==== SUPPLIED MATERIAL
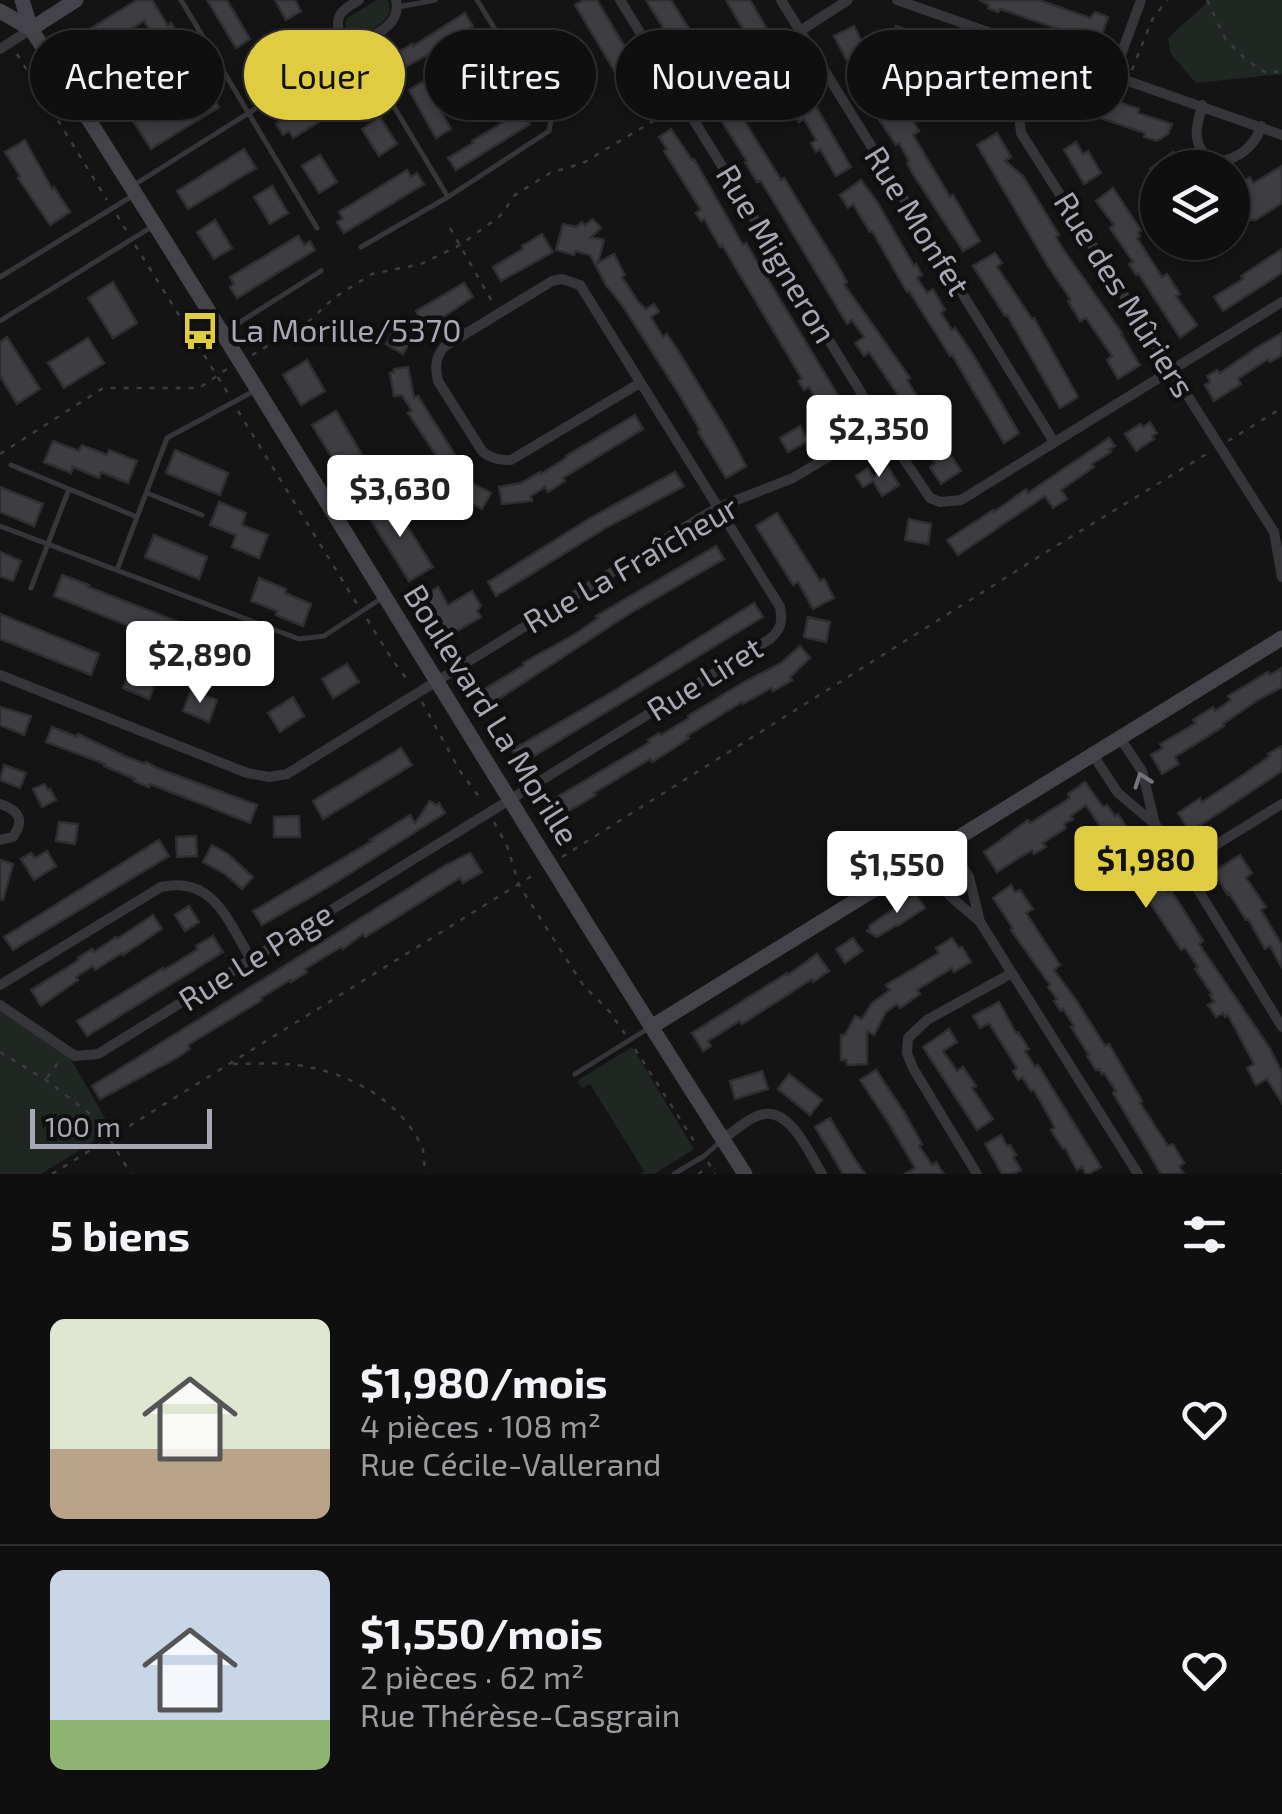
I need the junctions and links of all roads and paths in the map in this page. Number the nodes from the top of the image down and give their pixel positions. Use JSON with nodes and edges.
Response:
{"nodes":[{"id":1,"x":22,"y":0,"type":"edge"},
{"id":2,"x":76,"y":0,"type":"edge"},
{"id":3,"x":181,"y":0,"type":"edge"},
{"id":4,"x":359,"y":0,"type":"edge"},
{"id":5,"x":435,"y":0,"type":"edge"},
{"id":6,"x":477,"y":0,"type":"edge"},
{"id":7,"x":620,"y":0,"type":"edge"},
{"id":8,"x":781,"y":0,"type":"edge"},
{"id":9,"x":848,"y":0,"type":"edge"},
{"id":10,"x":898,"y":0,"type":"edge"},
{"id":11,"x":1141,"y":0,"type":"edge"},
{"id":12,"x":1167,"y":0,"type":"edge"},
{"id":13,"x":1207,"y":0,"type":"edge"},
{"id":14,"x":397,"y":4,"type":"edge"},
{"id":15,"x":0,"y":10,"type":"edge"},
{"id":16,"x":32,"y":29,"type":"junction"},
{"id":17,"x":338,"y":30,"type":"edge"},
{"id":18,"x":381,"y":30,"type":"edge"},
{"id":19,"x":639,"y":30,"type":"edge"},
{"id":20,"x":799,"y":30,"type":"edge"},
{"id":21,"x":802,"y":30,"type":"edge"},
{"id":22,"x":986,"y":30,"type":"edge"},
{"id":23,"x":1128,"y":36,"type":"edge"},
{"id":24,"x":0,"y":49,"type":"edge"},
{"id":25,"x":1282,"y":71,"type":"edge"},
{"id":26,"x":827,"y":75,"type":"edge"},
{"id":27,"x":1128,"y":80,"type":"joint"},
{"id":28,"x":1202,"y":105,"type":"junction"},
{"id":29,"x":244,"y":106,"type":"edge"},
{"id":30,"x":244,"y":116,"type":"edge"},
{"id":31,"x":252,"y":120,"type":"edge"},
{"id":32,"x":402,"y":120,"type":"edge"},
{"id":33,"x":654,"y":120,"type":"edge"},
{"id":34,"x":695,"y":120,"type":"edge"},
{"id":35,"x":1018,"y":120,"type":"edge"},
{"id":36,"x":1261,"y":126,"type":"junction"},
{"id":37,"x":1282,"y":135,"type":"edge"},
{"id":38,"x":134,"y":190,"type":"junction"},
{"id":39,"x":448,"y":197,"type":"junction"},
{"id":40,"x":155,"y":224,"type":"junction"},
{"id":41,"x":317,"y":228,"type":"dead end"},
{"id":42,"x":450,"y":228,"type":"dead end"},
{"id":43,"x":460,"y":244,"type":"junction"},
{"id":44,"x":362,"y":248,"type":"dead end"},
{"id":45,"x":321,"y":271,"type":"dead end"},
{"id":46,"x":0,"y":277,"type":"edge"},
{"id":47,"x":1282,"y":302,"type":"edge"},
{"id":48,"x":499,"y":312,"type":"junction"},
{"id":49,"x":0,"y":321,"type":"edge"},
{"id":50,"x":223,"y":333,"type":"junction"},
{"id":51,"x":240,"y":362,"type":"junction"},
{"id":52,"x":1172,"y":371,"type":"junction"},
{"id":53,"x":640,"y":383,"type":"junction"},
{"id":54,"x":257,"y":389,"type":"junction"},
{"id":55,"x":1282,"y":408,"type":"edge"},
{"id":56,"x":881,"y":426,"type":"junction"},
{"id":57,"x":1054,"y":442,"type":"junction"},
{"id":58,"x":1220,"y":446,"type":"junction"},
{"id":59,"x":0,"y":454,"type":"edge"},
{"id":60,"x":11,"y":465,"type":"dead end"},
{"id":61,"x":70,"y":489,"type":"junction"},
{"id":62,"x":147,"y":492,"type":"junction"},
{"id":63,"x":719,"y":507,"type":"junction"},
{"id":64,"x":202,"y":514,"type":"dead end"},
{"id":65,"x":137,"y":517,"type":"junction"},
{"id":66,"x":0,"y":526,"type":"edge"},
{"id":67,"x":1278,"y":534,"type":"edge"},
{"id":68,"x":49,"y":544,"type":"junction"},
{"id":69,"x":117,"y":570,"type":"junction"},
{"id":70,"x":1282,"y":577,"type":"edge"},
{"id":71,"x":32,"y":588,"type":"dead end"},
{"id":72,"x":385,"y":596,"type":"junction"},
{"id":73,"x":1282,"y":638,"type":"edge"},
{"id":74,"x":0,"y":675,"type":"edge"},
{"id":75,"x":438,"y":681,"type":"junction"},
{"id":76,"x":1120,"y":738,"type":"junction"},
{"id":77,"x":1092,"y":755,"type":"junction"},
{"id":78,"x":510,"y":800,"type":"junction"},
{"id":79,"x":0,"y":804,"type":"edge"},
{"id":80,"x":1282,"y":804,"type":"edge"},
{"id":81,"x":1156,"y":826,"type":"junction"},
{"id":82,"x":0,"y":840,"type":"edge"},
{"id":83,"x":947,"y":843,"type":"junction"},
{"id":84,"x":924,"y":858,"type":"junction"},
{"id":85,"x":551,"y":864,"type":"junction"},
{"id":86,"x":1184,"y":866,"type":"junction"},
{"id":87,"x":980,"y":922,"type":"junction"},
{"id":88,"x":251,"y":960,"type":"junction"},
{"id":89,"x":1012,"y":973,"type":"junction"},
{"id":90,"x":0,"y":985,"type":"edge"},
{"id":91,"x":0,"y":1006,"type":"edge"},
{"id":92,"x":651,"y":1027,"type":"junction"},
{"id":93,"x":1282,"y":1027,"type":"edge"},
{"id":94,"x":66,"y":1051,"type":"junction"},
{"id":95,"x":0,"y":1052,"type":"edge"},
{"id":96,"x":231,"y":1064,"type":"junction"},
{"id":97,"x":575,"y":1074,"type":"dead end"},
{"id":98,"x":46,"y":1080,"type":"junction"},
{"id":99,"x":108,"y":1139,"type":"junction"},
{"id":100,"x":723,"y":1140,"type":"junction"},
{"id":101,"x":710,"y":1166,"type":"dead end"},
{"id":102,"x":52,"y":1174,"type":"edge"},
{"id":103,"x":131,"y":1174,"type":"edge"},
{"id":104,"x":427,"y":1174,"type":"edge"},
{"id":105,"x":674,"y":1174,"type":"edge"},
{"id":106,"x":698,"y":1174,"type":"edge"},
{"id":107,"x":745,"y":1174,"type":"edge"},
{"id":108,"x":822,"y":1174,"type":"edge"},
{"id":109,"x":978,"y":1174,"type":"edge"},
{"id":110,"x":1138,"y":1174,"type":"edge"}],
"edges":[{"from":1,"to":16,"type":"street","name":"Boulevard La Morille"},
{"from":2,"to":16,"type":"street"},
{"from":3,"to":29,"type":"lane"},
{"from":4,"to":17,"type":"street"},
{"from":5,"to":14,"type":"lane"},
{"from":6,"to":39,"type":"lane"},
{"from":7,"to":19,"type":"street","name":"Rue Migneron"},
{"from":8,"to":20,"type":"street","name":"Rue Monfet"},
{"from":9,"to":21,"type":"street"},
{"from":10,"to":22,"type":"street"},
{"from":11,"to":23,"type":"street"},
{"from":12,"to":27,"type":"path"},
{"from":13,"to":25,"type":"path"},
{"from":14,"to":18,"type":"street"},
{"from":15,"to":16,"type":"street","name":"Boulevard La Morille"},
{"from":16,"to":24,"type":"street"},
{"from":16,"to":38,"type":"street","name":"Boulevard La Morille"},
{"from":26,"to":57,"type":"street","name":"Rue Monfet"},
{"from":27,"to":28,"type":"street"},
{"from":28,"to":36,"type":"street"},
{"from":28,"to":36,"type":"street"},
{"from":30,"to":38,"type":"lane"},
{"from":31,"to":41,"type":"lane"},
{"from":32,"to":39,"type":"lane"},
{"from":33,"to":43,"type":"path"},
{"from":34,"to":56,"type":"street","name":"Rue Migneron"},
{"from":35,"to":52,"type":"street","name":"Rue des Mûriers"},
{"from":36,"to":37,"type":"street"},
{"from":38,"to":40,"type":"street","name":"Boulevard La Morille"},
{"from":38,"to":46,"type":"lane"},
{"from":39,"to":44,"type":"lane"},
{"from":40,"to":49,"type":"lane"},
{"from":40,"to":50,"type":"street","name":"Boulevard La Morille"},
{"from":42,"to":43,"type":"path"},
{"from":43,"to":48,"type":"path"},
{"from":43,"to":51,"type":"path"},
{"from":45,"to":50,"type":"lane"},
{"from":47,"to":52,"type":"street"},
{"from":48,"to":53,"type":"street"},
{"from":48,"to":53,"type":"street"},
{"from":50,"to":51,"type":"street","name":"Boulevard La Morille"},
{"from":51,"to":54,"type":"street","name":"Boulevard La Morille"},
{"from":51,"to":59,"type":"path"},
{"from":52,"to":57,"type":"street"},
{"from":52,"to":58,"type":"street","name":"Rue des Mûriers"},
{"from":53,"to":63,"type":"street"},
{"from":54,"to":62,"type":"lane"},
{"from":54,"to":72,"type":"street","name":"Boulevard La Morille"},
{"from":55,"to":58,"type":"path"},
{"from":56,"to":57,"type":"street","name":"Rue Migneron"},
{"from":56,"to":63,"type":"street","name":"Rue La Fraîcheur"},
{"from":58,"to":67,"type":"street","name":"Rue des Mûriers"},
{"from":58,"to":85,"type":"path"},
{"from":60,"to":61,"type":"lane"},
{"from":61,"to":65,"type":"lane"},
{"from":61,"to":68,"type":"lane"},
{"from":62,"to":64,"type":"lane"},
{"from":62,"to":65,"type":"lane"},
{"from":63,"to":75,"type":"street","name":"Rue La Fraîcheur"},
{"from":63,"to":78,"type":"street","name":"Rue Liret"},
{"from":65,"to":69,"type":"lane"},
{"from":66,"to":68,"type":"lane"},
{"from":67,"to":70,"type":"street","name":"Rue des Mûriers"},
{"from":68,"to":69,"type":"lane"},
{"from":68,"to":71,"type":"lane"},
{"from":69,"to":72,"type":"lane"},
{"from":72,"to":75,"type":"street","name":"Boulevard La Morille"},
{"from":73,"to":76,"type":"street"},
{"from":74,"to":75,"type":"street","name":"Rue La Fraîcheur"},
{"from":75,"to":78,"type":"street","name":"Boulevard La Morille"},
{"from":76,"to":77,"type":"street"},
{"from":81,"to":76,"type":"street","one_way":true},
{"from":77,"to":81,"type":"street"},
{"from":77,"to":83,"type":"street"},
{"from":78,"to":85,"type":"street","name":"Boulevard La Morille"},
{"from":78,"to":88,"type":"street","name":"Rue Le Page"},
{"from":79,"to":82,"type":"street"},
{"from":80,"to":86,"type":"street"},
{"from":81,"to":86,"type":"street"},
{"from":83,"to":84,"type":"street"},
{"from":83,"to":87,"type":"street"},
{"from":84,"to":87,"type":"street"},
{"from":84,"to":92,"type":"street"},
{"from":85,"to":92,"type":"street","name":"Boulevard La Morille"},
{"from":85,"to":96,"type":"path"},
{"from":86,"to":93,"type":"street"},
{"from":87,"to":89,"type":"street"},
{"from":88,"to":90,"type":"street"},
{"from":88,"to":94,"type":"street","name":"Rue Le Page"},
{"from":89,"to":109,"type":"street"},
{"from":89,"to":110,"type":"street"},
{"from":91,"to":94,"type":"street"},
{"from":92,"to":97,"type":"lane"},
{"from":92,"to":100,"type":"street","name":"Boulevard La Morille"},
{"from":94,"to":98,"type":"path"},
{"from":95,"to":98,"type":"path"},
{"from":96,"to":99,"type":"path"},
{"from":96,"to":104,"type":"path"},
{"from":98,"to":99,"type":"path"},
{"from":99,"to":102,"type":"path"},
{"from":99,"to":103,"type":"path"},
{"from":100,"to":105,"type":"lane"},
{"from":100,"to":107,"type":"street","name":"Boulevard La Morille"},
{"from":100,"to":108,"type":"street"},
{"from":101,"to":106,"type":"path"}]}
========
#### WHAT TO DO
Copy every line where the word "Monfet" is present in the entries above.

#### FINAL ANSWER
{"from":8,"to":20,"type":"street","name":"Rue Monfet"},
{"from":26,"to":57,"type":"street","name":"Rue Monfet"},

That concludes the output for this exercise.